Liputan6.com, Palembang - Penggusuran masyarakat di Pulau Rempang Batam akan dilakukan pemerintah, untuk memuluskan megaproyek kawasan sektor industri, perdagangan, hunian, dan pariwisata yang terintegrasi.

Bahkan, Pulau Rempang dengan luasan lebih dari 17.000 hektare sudah dilirik oleh Xinyi Group, perusahaan kaca terbesar di dunia asal Tiongkok yang akan berinvestasi senilai USD11,5 miliar atau sekitar Rp174 triliun hingga 2080 mendatang.

Penggusuran tersebut membuat berang masyarakat Sumatera Selatan (Sumsel) yang tergabung dalam Gerakan Melayu Palembang Darussalam untuk Rempang (Gempar Rempang).

Gempar Rempang menggelar aksi 'Save Rempang. Stop !!! Kekerasan terhadap MAsyarakat Adat atas Nama Investasi', Kamis (21/9/2023).

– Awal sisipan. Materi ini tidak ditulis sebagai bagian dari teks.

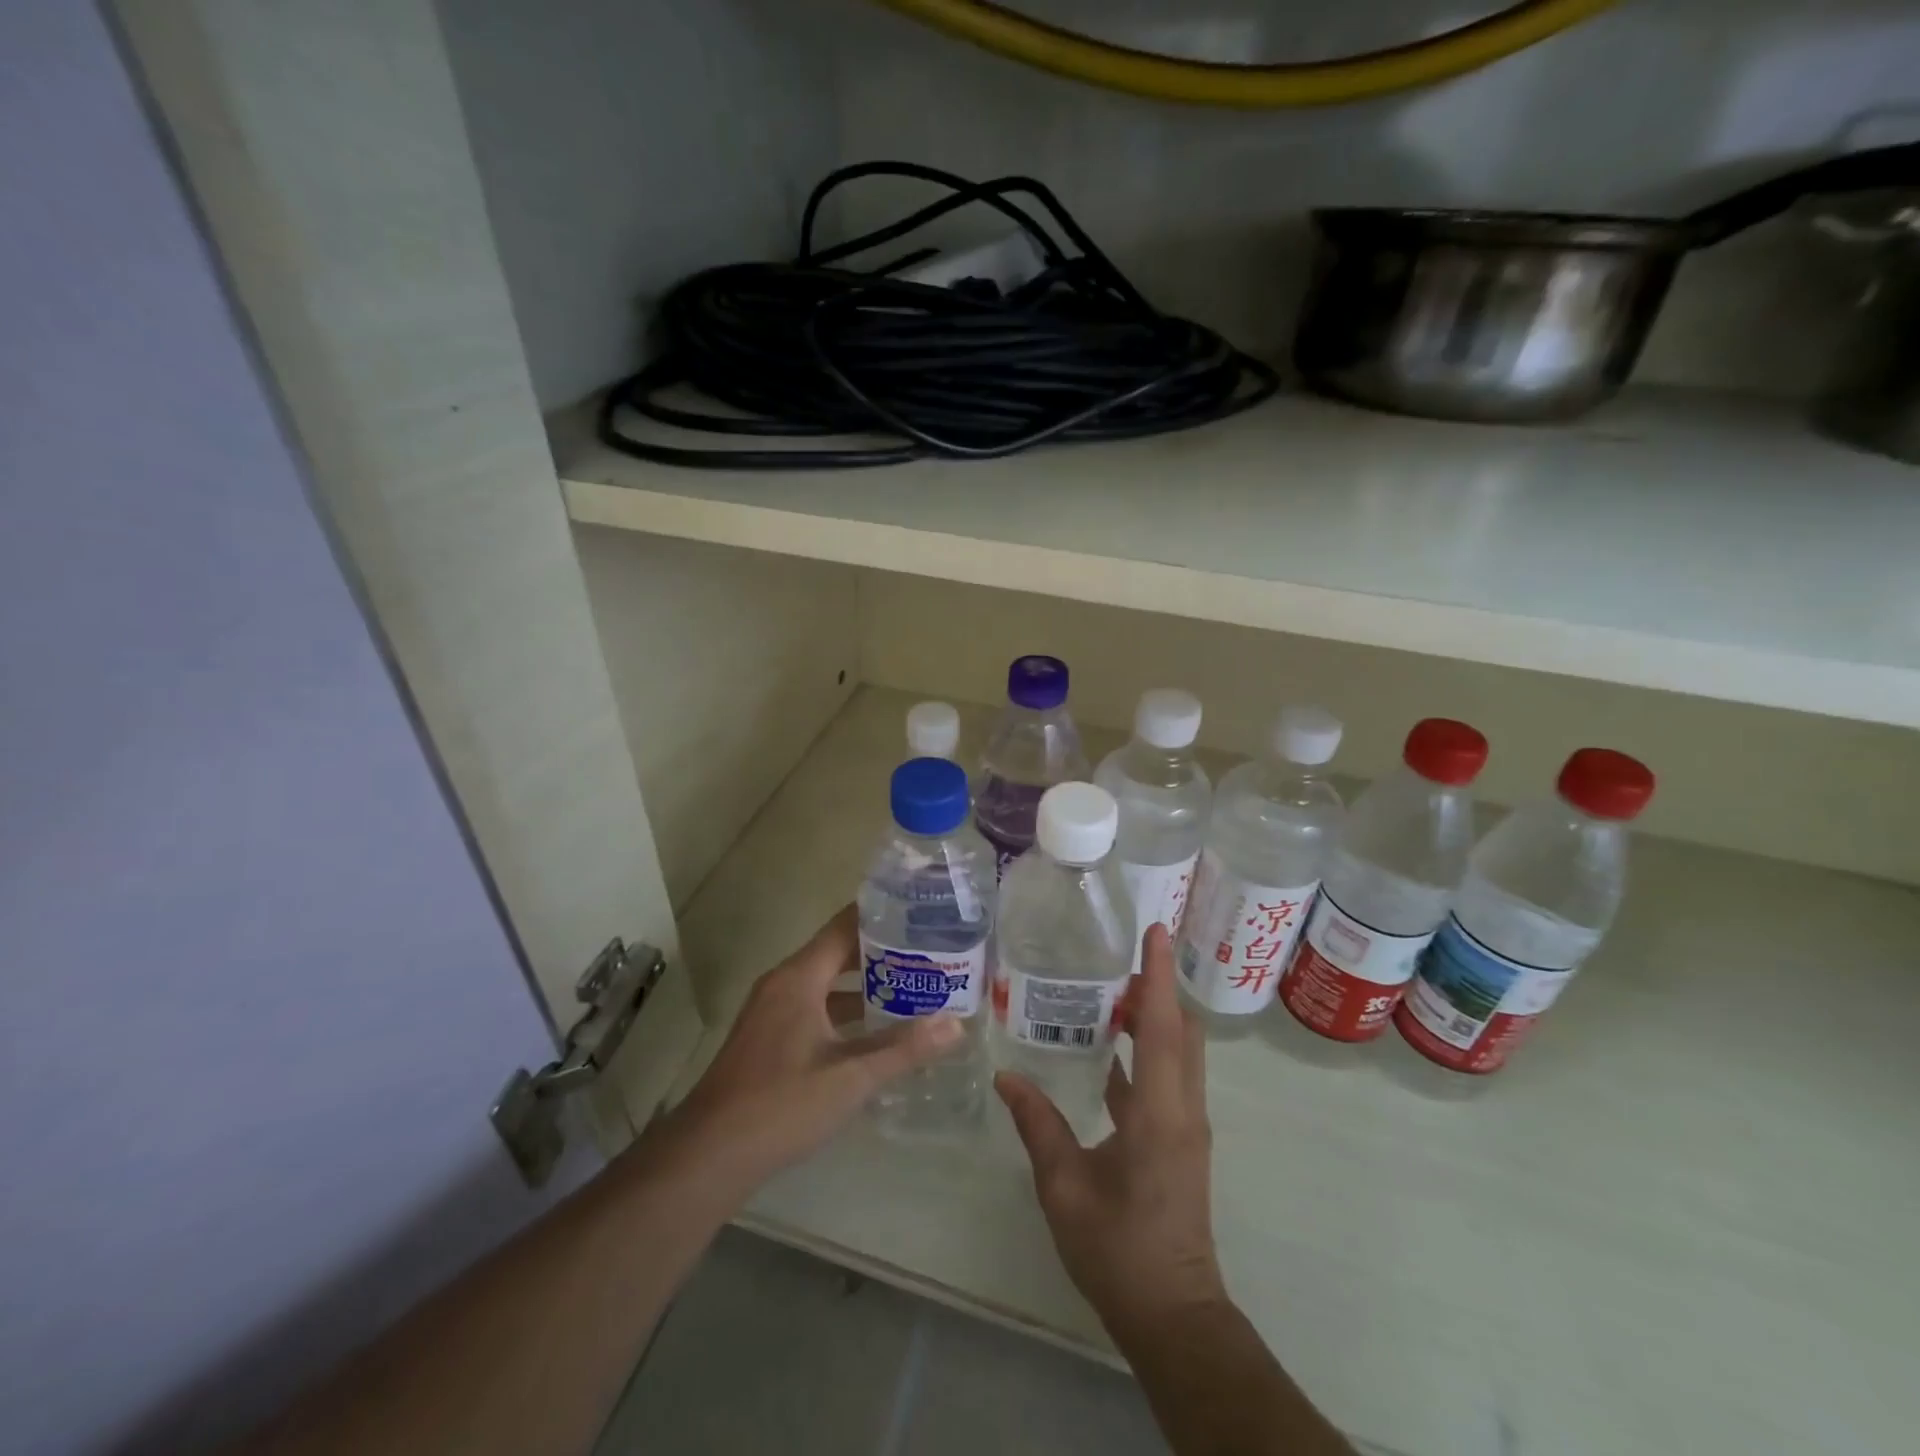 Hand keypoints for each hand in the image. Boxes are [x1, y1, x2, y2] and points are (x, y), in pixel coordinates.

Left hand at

Mereka terdiri dari Kerabat Kesultanan Palembang Darussalam, Bung Baja, Aliansi Masyarakat Peduli Cagar Budaya (AMPCB), Komunitas Budaya Batanghari 9 (Kobar 9), Yayasan Depati, Masyarakat Sejarawan Indonesia (MSI) Palembang, Komunitas Seniman Tri (KASTA) Palembang, Balarupa dan Mang Dayat Chanel.

Ada yang unik dari aksi penolakan penggusuran masyarakat di Pulau Rempang Batam. Bukan menyasar ke pemerintah, Gempar Rempang menggelar aksi di kawasan wisata Bukit Siguntang Palembang, yang merupakan lokasi pemakaman keturunan raja-raja dari Kerajaan Sriwijaya.

Keturunan Raja Sultan Mahmud Badaruddin (SMB) II dari Kerajaan Palembang Darussalam, Raden M Diradja Pangeran Ratu Jaya Wikrama yang juga dikenal sebagai SMB IV turut hadir dan menyuarakan penolakan penggusuran masyarakat di Pulau Rempang Batam.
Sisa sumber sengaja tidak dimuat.